Check Kidney Function Right Away

Vancomycin is cleared through the kidneys. When the dose hasn’t changed but the trough has risen, that’s a reliable early indicator that kidney filtration has slowed. Serum creatinine should be checked alongside the trough result, and if it’s climbing, the high trough may be both a consequence of reduced kidney function and a contributor to further kidney damage.

The risk factors that compound kidney injury alongside a high trough include pre-existing impaired kidney function (especially filtration rates below 30 mL/min), use of certain other antibiotics or diuretics at the same time, and being in an intensive care setting. Patients receiving vancomycin for longer than seven days at high trough targets are at particular risk, with some developing nephrotoxicity at trough levels ranging from 23 to over 40 mcg/mL.

Even troughs in the 15 to 20 mcg/mL range carry a meaningfully higher risk of acute kidney injury compared to troughs of 10 to 15 mcg/mL. One large analysis found the odds of kidney injury were about 63% higher at troughs of 15 to 20 compared to 10 to 15. This is one reason current guidelines favor AUC-guided dosing, which can often achieve the same bacterial killing with lower trough levels.

Rule Out a False High Reading

Before making dose changes, it’s important to confirm the trough was drawn correctly. A surprisingly common source of falsely elevated readings is improper timing. The trough should be drawn just before the next scheduled dose, ideally within 30 minutes of administration time, and only after steady state has been reached (typically before the fourth dose in patients with normal kidney function).

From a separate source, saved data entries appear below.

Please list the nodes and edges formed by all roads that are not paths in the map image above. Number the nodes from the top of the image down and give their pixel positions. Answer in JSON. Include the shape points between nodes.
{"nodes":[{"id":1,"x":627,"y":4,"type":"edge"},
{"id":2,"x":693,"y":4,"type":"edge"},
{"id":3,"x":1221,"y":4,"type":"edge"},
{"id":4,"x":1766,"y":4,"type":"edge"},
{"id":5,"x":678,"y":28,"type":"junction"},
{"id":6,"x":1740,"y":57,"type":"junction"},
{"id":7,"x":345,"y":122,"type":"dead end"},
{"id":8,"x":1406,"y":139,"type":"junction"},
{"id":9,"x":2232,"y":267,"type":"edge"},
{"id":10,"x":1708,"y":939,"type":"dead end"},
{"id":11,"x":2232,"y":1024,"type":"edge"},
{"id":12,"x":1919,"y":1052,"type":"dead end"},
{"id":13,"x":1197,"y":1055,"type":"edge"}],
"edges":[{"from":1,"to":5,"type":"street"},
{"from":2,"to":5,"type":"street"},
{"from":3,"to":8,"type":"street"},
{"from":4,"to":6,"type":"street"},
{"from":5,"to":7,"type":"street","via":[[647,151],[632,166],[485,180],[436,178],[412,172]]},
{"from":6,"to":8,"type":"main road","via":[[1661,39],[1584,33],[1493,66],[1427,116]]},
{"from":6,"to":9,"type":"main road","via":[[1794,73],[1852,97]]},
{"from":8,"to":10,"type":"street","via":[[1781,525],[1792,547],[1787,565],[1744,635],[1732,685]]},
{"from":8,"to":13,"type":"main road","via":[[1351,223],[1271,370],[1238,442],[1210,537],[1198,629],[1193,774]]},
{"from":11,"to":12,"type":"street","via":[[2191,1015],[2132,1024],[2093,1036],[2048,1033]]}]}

Troughs drawn more than two hours before the next scheduled dose can overestimate the true trough concentration because the drug is still in its distribution phase. In some cases, documentation errors make it appear the sample was drawn after a dose when it actually was not. If the level seems unexpectedly high and the clinical picture doesn’t match (stable creatinine, no signs of toxicity), verifying the draw time is a reasonable first step before adjusting therapy.

Hearing Loss Is Less Predictable

Kidney injury gets the most attention, but some patients and clinicians also worry about hearing damage. The relationship between vancomycin trough levels and hearing loss is less clear-cut than the kidney connection. Research has shown that serum vancomycin levels do not reliably correlate with ototoxicity, and studies comparing patients with and without hearing changes have found no significant differences in trough levels between the two groups.

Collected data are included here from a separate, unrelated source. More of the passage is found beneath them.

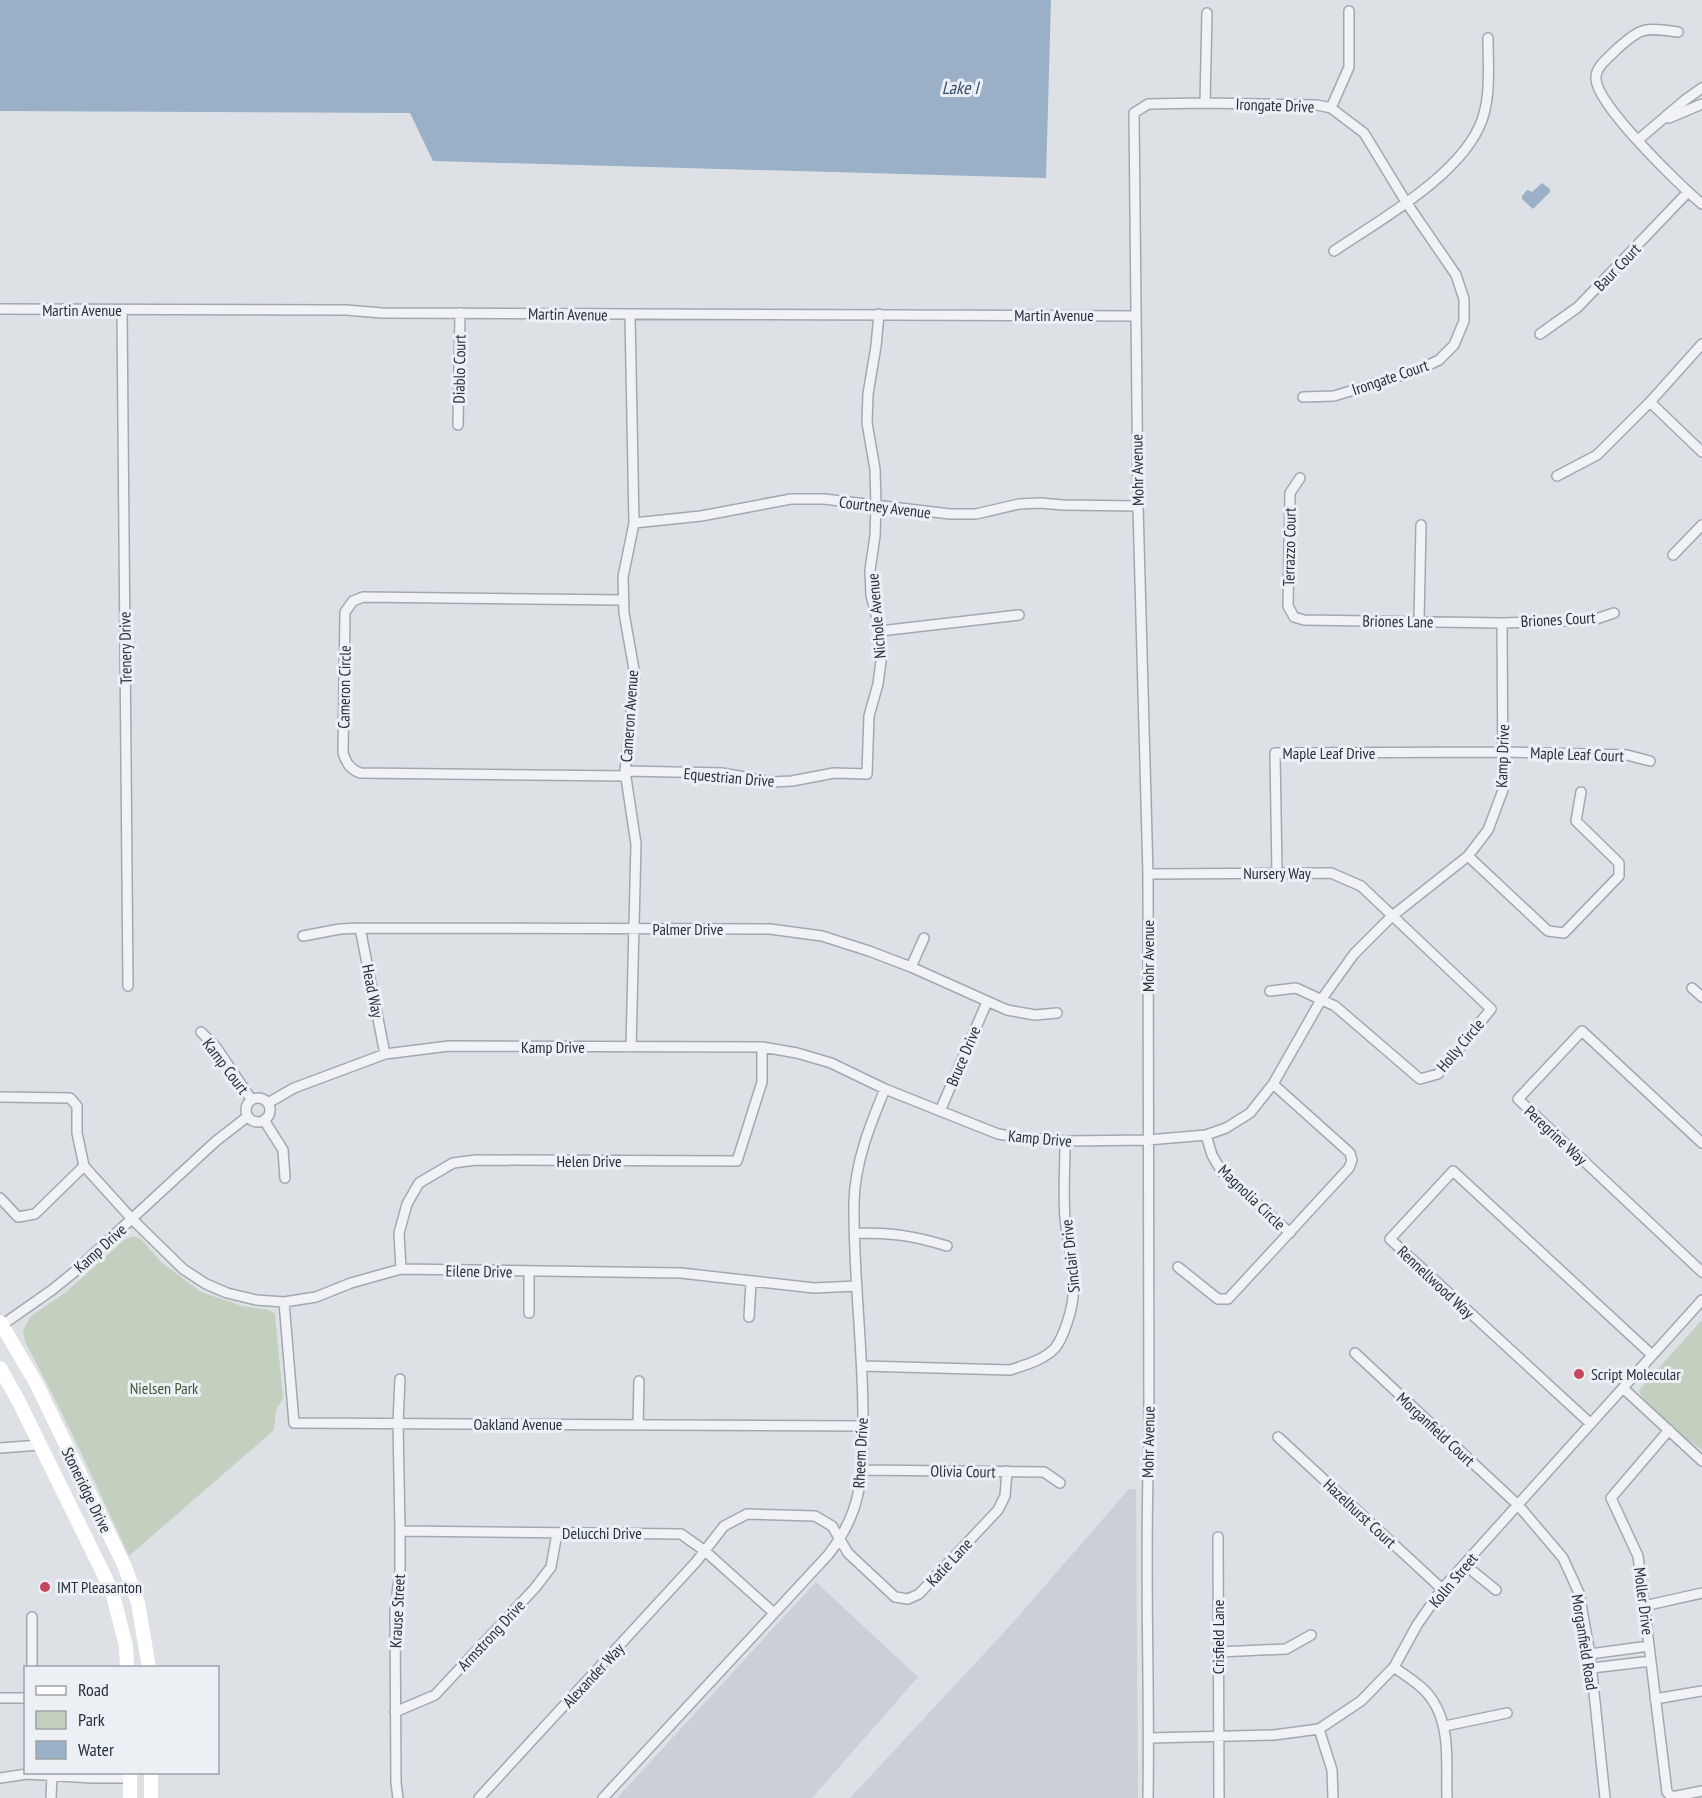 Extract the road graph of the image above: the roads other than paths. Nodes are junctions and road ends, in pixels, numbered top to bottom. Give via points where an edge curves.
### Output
1 (1349, 11) dead end
2 (1207, 13) dead end
3 (1678, 32) dead end
4 (1488, 38) dead end
5 (1702, 88) edge
6 (1205, 103) junction
7 (1702, 104) edge
8 (1331, 108) junction
9 (1134, 113) joint
10 (1661, 121) junction
11 (1638, 140) junction
12 (1688, 192) junction
13 (1406, 202) junction
14 (1702, 204) edge
15 (1334, 251) dead end
16 (0, 309) edge
17 (122, 311) junction
18 (460, 313) junction
19 (879, 314) junction
20 (630, 315) junction
21 (1136, 316) junction
22 (1540, 334) dead end
23 (1702, 344) edge
24 (1303, 397) dead end
25 (1650, 402) junction
26 (458, 425) dead end
27 (1702, 452) edge
28 (1557, 476) dead end
29 (1300, 478) dead end
30 (876, 505) junction
31 (1138, 506) junction
32 (634, 523) junction
33 (1421, 525) dead end
34 (1702, 525) edge
35 (1673, 555) dead end
36 (623, 600) junction
37 (1614, 613) dead end
38 (1019, 615) dead end
39 (1294, 617) joint
40 (1419, 621) junction
41 (1502, 622) junction
42 (880, 631) junction
43 (1504, 752) junction
44 (1650, 761) dead end
45 (626, 774) junction
46 (867, 774) joint
47 (1581, 792) dead end
48 (1468, 856) junction
49 (1277, 873) junction
50 (1148, 874) junction
51 (1391, 917) junction
52 (360, 928) junction
53 (634, 928) junction
54 (303, 936) dead end
55 (924, 938) dead end
56 (911, 967) junction
57 (128, 986) dead end
58 (1692, 988) dead end
59 (1270, 991) dead end
60 (1702, 997) edge
61 (1321, 1000) junction
62 (987, 1002) junction
63 (1057, 1012) dead end
64 (201, 1032) dead end
65 (631, 1047) junction
66 (762, 1047) junction
67 (385, 1054) junction
68 (1273, 1084) junction
69 (885, 1089) junction
70 (0, 1097) edge
71 (251, 1100) junction
72 (268, 1103) junction
73 (940, 1111) junction
74 (247, 1117) junction
75 (264, 1120) junction
76 (1206, 1135) junction
77 (1148, 1140) junction
78 (1065, 1141) junction
79 (1702, 1143) edge
80 (84, 1166) junction
81 (285, 1178) dead end
82 (0, 1198) edge
83 (132, 1219) junction
84 (855, 1233) junction
85 (1290, 1233) junction
86 (947, 1246) dead end
87 (1178, 1267) dead end
88 (401, 1269) junction
89 (529, 1271) junction
90 (1702, 1272) edge
91 (751, 1281) junction
92 (857, 1286) junction
93 (1702, 1300) edge
94 (284, 1302) junction
95 (529, 1313) dead end
96 (749, 1317) dead end
97 (1, 1323) edge
98 (1354, 1353) dead end
99 (1652, 1355) junction
100 (863, 1366) junction
101 (0, 1368) edge
102 (400, 1379) dead end
103 (639, 1381) dead end
104 (1624, 1389) junction
105 (398, 1423) junction
106 (1591, 1424) junction
107 (638, 1425) junction
108 (863, 1426) junction
109 (1669, 1430) junction
110 (1278, 1437) dead end
111 (40, 1445) junction
112 (0, 1448) edge
113 (1702, 1461) edge
114 (862, 1470) junction
115 (1007, 1471) junction
116 (1060, 1483) dead end
117 (1518, 1505) junction
118 (400, 1531) junction
119 (556, 1533) junction
120 (1218, 1537) dead end
121 (840, 1539) junction
122 (705, 1551) junction
123 (1465, 1565) junction
124 (1442, 1589) junction
125 (1496, 1590) dead end
126 (1702, 1593) edge
127 (1644, 1606) junction
128 (774, 1613) junction
129 (32, 1617) dead end
130 (1311, 1635) dead end
131 (1649, 1646) junction
132 (1218, 1652) junction
133 (1590, 1654) junction
134 (1651, 1661) junction
135 (32, 1666) edge
136 (128, 1666) edge
137 (149, 1666) edge
138 (1394, 1667) junction
139 (1592, 1668) junction
140 (1702, 1691) edge
141 (0, 1698) edge
142 (24, 1698) edge
143 (1655, 1699) junction
144 (395, 1712) junction
145 (1507, 1713) dead end
146 (1445, 1726) junction
147 (1319, 1729) junction
148 (1149, 1738) junction
149 (1219, 1738) junction
150 (151, 1774) edge
151 (130, 1775) edge
152 (52, 1776) junction
153 (0, 1778) edge
154 (1702, 1791) edge
155 (1672, 1797) edge
156 (51, 1798) edge
157 (129, 1798) edge
158 (151, 1798) edge
159 (398, 1798) edge
160 (479, 1798) edge
161 (603, 1798) edge
162 (1148, 1798) edge
163 (1219, 1798) edge
164 (1333, 1798) edge
165 (1447, 1798) edge
166 (1605, 1798) edge

1 - 8 street via 1349,67
2 - 6 street
3 - 11 street via 1650,28 1635,32 1598,70 1600,90
4 - 13 street via 1486,102 1471,142 1444,173
5 - 10 street
6 - 8 street, Irongate Drive
6 - 9 street, Irongate Drive via 1148,104
7 - 10 street
8 - 13 street, Irongate Drive via 1364,133
9 - 21 street, Mohr Avenue
10 - 11 street
11 - 12 street
12 - 14 street
12 - 22 street, Baur Court via 1578,307
13 - 15 street
13 - 24 street, Irongate Court via 1456,276 1464,299 1464,321 1454,345 1439,360 1416,371 1334,396
16 - 17 street, Martin Avenue
17 - 18 street, Martin Avenue
17 - 57 street, Trenery Drive
18 - 20 street, Martin Avenue
18 - 26 street, Diablo Court
19 - 20 street, Martin Avenue
19 - 21 street, Martin Avenue
19 - 30 street, Nichole Avenue via 867,423
20 - 32 street, Cameron Avenue
21 - 31 street, Mohr Avenue
23 - 25 street
25 - 27 street
25 - 28 street via 1597,455
29 - 39 street, Terrazzo Court via 1290,493 1288,606
30 - 31 street, Courtney Avenue via 950,514 976,514 1040,502
30 - 32 street, Courtney Avenue via 791,499 701,516
30 - 42 street, Nichole Avenue via 870,570 871,595
31 - 50 street, Mohr Avenue
32 - 36 street, Cameron Avenue via 623,576
33 - 40 street
34 - 35 street
36 - 45 street, Cameron Avenue via 634,675
36 - 45 street, Cameron Circle via 363,597 353,601 345,612 343,753 347,764 360,773
37 - 41 street, Briones Court via 1593,620
38 - 42 street
39 - 40 street, Briones Lane
40 - 41 street, Briones Lane
41 - 43 street, Kamp Drive
42 - 46 street, Nichole Avenue via 881,661 869,716
43 - 44 street, Maple Leaf Court via 1627,755
43 - 48 street, Kamp Drive via 1503,790 1488,830
43 - 49 street, Maple Leaf Drive via 1275,753
45 - 46 street, Equestrian Drive via 722,773 772,782 834,773
45 - 53 street, Cameron Avenue via 636,844
47 - 48 street via 1576,821 1619,863 1619,876 1564,933 1548,931
48 - 51 street, Kamp Drive
49 - 50 street, Nursery Way
49 - 51 street, Nursery Way via 1331,873 1361,886
50 - 77 street, Mohr Avenue
51 - 61 street, Kamp Drive via 1354,954
51 - 61 street, Holly Circle via 1491,1009 1438,1074 1420,1079 1335,1006
52 - 53 street, Palmer Drive
52 - 54 street, Palmer Drive
52 - 67 street, Head Way
53 - 56 street, Palmer Drive via 770,929 822,936
53 - 65 street, Cameron Avenue
55 - 56 street
56 - 62 street, Palmer Drive
58 - 60 street
59 - 61 street via 1296,988
61 - 68 street, Kamp Drive
62 - 63 street, Palmer Drive via 1035,1015
62 - 73 street, Bruce Drive
64 - 71 street, Kamp Court via 216,1047
65 - 66 street, Kamp Drive
65 - 67 street, Kamp Drive via 449,1046
66 - 69 street, Kamp Drive via 831,1063
66 - 88 street, Helen Drive via 762,1082 737,1161 453,1163 419,1183 407,1204 399,1233
67 - 72 street, Kamp Drive via 294,1088
68 - 76 street, Kamp Drive via 1250,1113
68 - 85 street, Magnolia Circle via 1350,1153 1352,1160
69 - 73 street, Kamp Drive
69 - 84 street, Rheem Drive via 857,1170
70 - 80 street via 70,1098 78,1106
71 - 72 street via 260,1098
71 - 74 street via 245,1107
72 - 75 street via 270,1112
73 - 78 street, Kamp Drive via 998,1134
74 - 75 street via 255,1122
74 - 83 street, Kamp Drive
75 - 81 street via 283,1150
76 - 77 street, Kamp Drive
76 - 85 street, Magnolia Circle via 1222,1172
77 - 78 street, Kamp Drive
77 - 148 street, Mohr Avenue
78 - 100 street, Sinclair Drive via 1065,1219 1074,1299 1055,1347 1046,1355 1010,1370
79 - 90 street, Peregrine Way via 1582,1031 1518,1100
80 - 82 street via 35,1214 18,1217
80 - 83 street, Eilene Drive
83 - 94 street, Eilene Drive via 183,1269 206,1284 256,1300
83 - 97 street, Kamp Drive via 52,1290
84 - 86 street via 896,1233
84 - 92 street, Rheem Drive
85 - 87 street via 1228,1299 1218,1299
88 - 89 street, Eilene Drive
88 - 94 street, Eilene Drive via 316,1297
89 - 91 street, Eilene Drive via 681,1273
89 - 95 street
91 - 92 street, Eilene Drive via 814,1288
91 - 96 street
92 - 100 street, Rheem Drive
93 - 99 street, Kolln Street
94 - 105 street, Oakland Avenue via 294,1423
97 - 137 main road, Stoneridge Drive via 36,1383 125,1567 138,1603
98 - 117 street, Morganfield Court
99 - 104 street, Kolln Street
99 - 106 street, Rennellwood Way via 1453,1171 1390,1239
100 - 108 street, Rheem Drive
101 - 111 main road, Stoneridge Drive
102 - 105 street, Krause Street
103 - 107 street
104 - 106 street, Kolln Street
104 - 109 street
105 - 107 street, Oakland Avenue
105 - 118 street, Krause Street
106 - 117 street, Kolln Street
107 - 108 street, Oakland Avenue
108 - 114 street, Rheem Drive
109 - 113 street
109 - 127 street, Moller Drive via 1611,1498 1638,1556
110 - 124 street, Hazelhurst Court
111 - 112 street
111 - 136 main road, Stoneridge Drive via 112,1591
114 - 115 street, Olivia Court
114 - 121 street, Rheem Drive via 852,1516
115 - 116 street, Olivia Court via 1044,1472
115 - 121 street, Katie Lane via 1005,1496 998,1510 919,1594 908,1599 895,1596 848,1553
117 - 123 street, Kolln Street
117 - 133 street, Morganfield Road via 1563,1558 1579,1593
118 - 119 street, Delucchi Drive
118 - 144 street, Krause Street
119 - 122 street, Delucchi Drive via 681,1534
119 - 144 street, Armstrong Drive via 551,1567 535,1588 435,1695
120 - 132 street, Crisfield Lane
121 - 122 street, Alexander Way via 832,1526 815,1516 747,1514 724,1526
121 - 128 street, Rheem Drive
122 - 128 street, Delucchi Drive
122 - 160 street, Alexander Way
123 - 124 street, Kolln Street
123 - 125 street
124 - 138 street, Kolln Street
126 - 127 street
127 - 131 street, Moller Drive
128 - 161 street, Rheem Drive
129 - 135 street
130 - 132 street via 1286,1648
131 - 133 street
131 - 134 street, Moller Drive
132 - 149 street, Crisfield Lane
133 - 139 street, Morganfield Road
134 - 139 street
134 - 143 street, Moller Drive
138 - 146 street via 1433,1701
138 - 147 street, Kolln Street via 1361,1701
139 - 166 street, Morganfield Road
140 - 143 street
141 - 142 street
143 - 155 street, Moller Drive via 1667,1792
144 - 159 street, Krause Street
145 - 146 street
146 - 165 street
147 - 149 street, Kolln Street
147 - 164 street via 1332,1770
148 - 149 street, Kolln Street
148 - 162 street, Mohr Avenue
149 - 163 street, Crisfield Lane
150 - 158 main road
151 - 152 street
151 - 157 main road
152 - 153 street
152 - 156 street
154 - 155 street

The risk appears to increase when vancomycin is given alongside other medications known to affect hearing, such as certain diuretics. Whether these drugs have an additive effect with vancomycin on hearing remains uncertain, but it’s a consideration when a patient is on multiple medications and trough levels are running high.

After the Dose Adjustment

Once the dose has been reduced or restarted, a new trough should be drawn to confirm the level has come into range. The standard timing is before the third, fourth, or fifth dose after the change. If kidney function is severely impaired (filtration below 10 mL/min), rechecking within 48 hours is appropriate because drug clearance is so slow that accumulation can happen quickly.

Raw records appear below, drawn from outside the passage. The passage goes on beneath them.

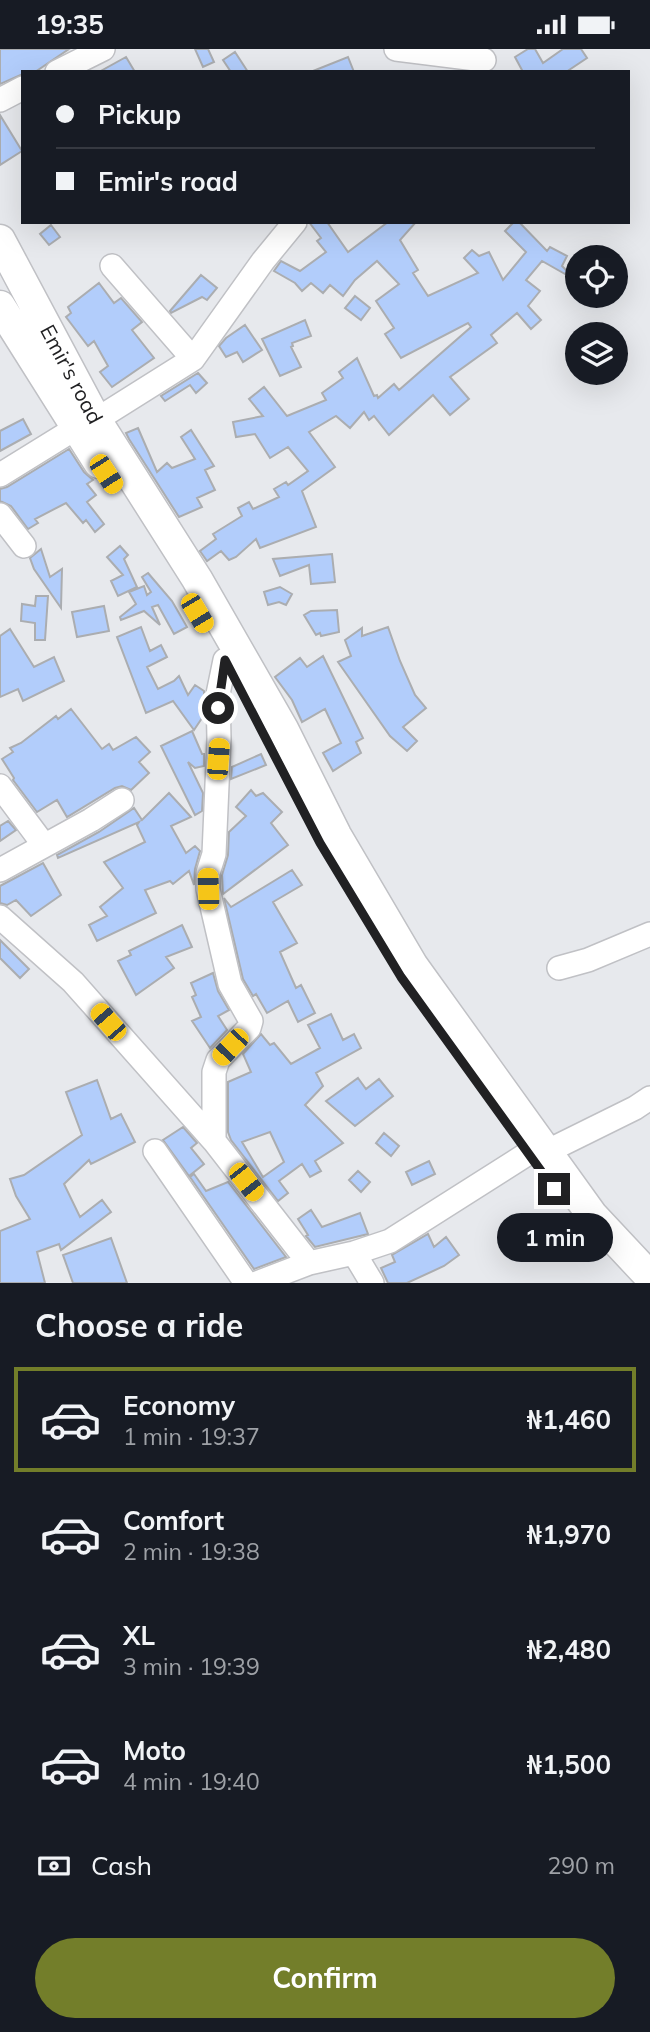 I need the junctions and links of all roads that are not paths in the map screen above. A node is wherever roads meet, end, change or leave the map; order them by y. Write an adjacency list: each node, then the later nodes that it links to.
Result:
1 (103, 49): 4 (street)
2 (396, 49): 3 (street)
3 (483, 60)
4 (61, 70)
5 (21, 89): 6 (street)
6 (0, 100)
7 (294, 224): 11 (street)
8 (0, 240): 12 (main road, Emir's road)
9 (112, 266): 11 (street)
10 (0, 306): 12 (main road, Emir's road)
11 (193, 359): 12 (street)
12 (86, 424): 13 (street); 16 (main road, Emir's road); 27 (main road, Emir's road)
13 (0, 475)
14 (0, 515): 15 (street)
15 (24, 546)
16 (225, 660): 25 (street); 27 (main road, Emir's road)
17 (0, 786): 19 (street)
18 (122, 800): 19 (street)
19 (44, 845): 20 (street)
20 (0, 869)
21 (0, 917): 25 (street)
22 (650, 934): 23 (street)
23 (559, 968)
24 (650, 1098): 27 (street)
25 (214, 1141): 29 (street)
26 (155, 1151): 31 (street)
27 (537, 1153): 28 (street); 30 (main road, Emir's road); 34 (main road, Emir's road)
28 (354, 1253): 29 (street); 33 (street)
29 (309, 1263): 32 (street)
30 (650, 1277)
31 (247, 1283)
32 (257, 1283)
33 (372, 1283)
34 (632, 1283)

Ongoing monitoring should track both vancomycin levels and creatinine together. A rising creatinine even with an in-range trough still signals trouble, and a stable creatinine with a trending-up trough suggests clearance is shifting. The two values are most useful when interpreted as a pair. For serious MRSA infections, transitioning to AUC-guided monitoring with clinical software, when available, provides a more precise picture of drug exposure than any single trough reading can offer.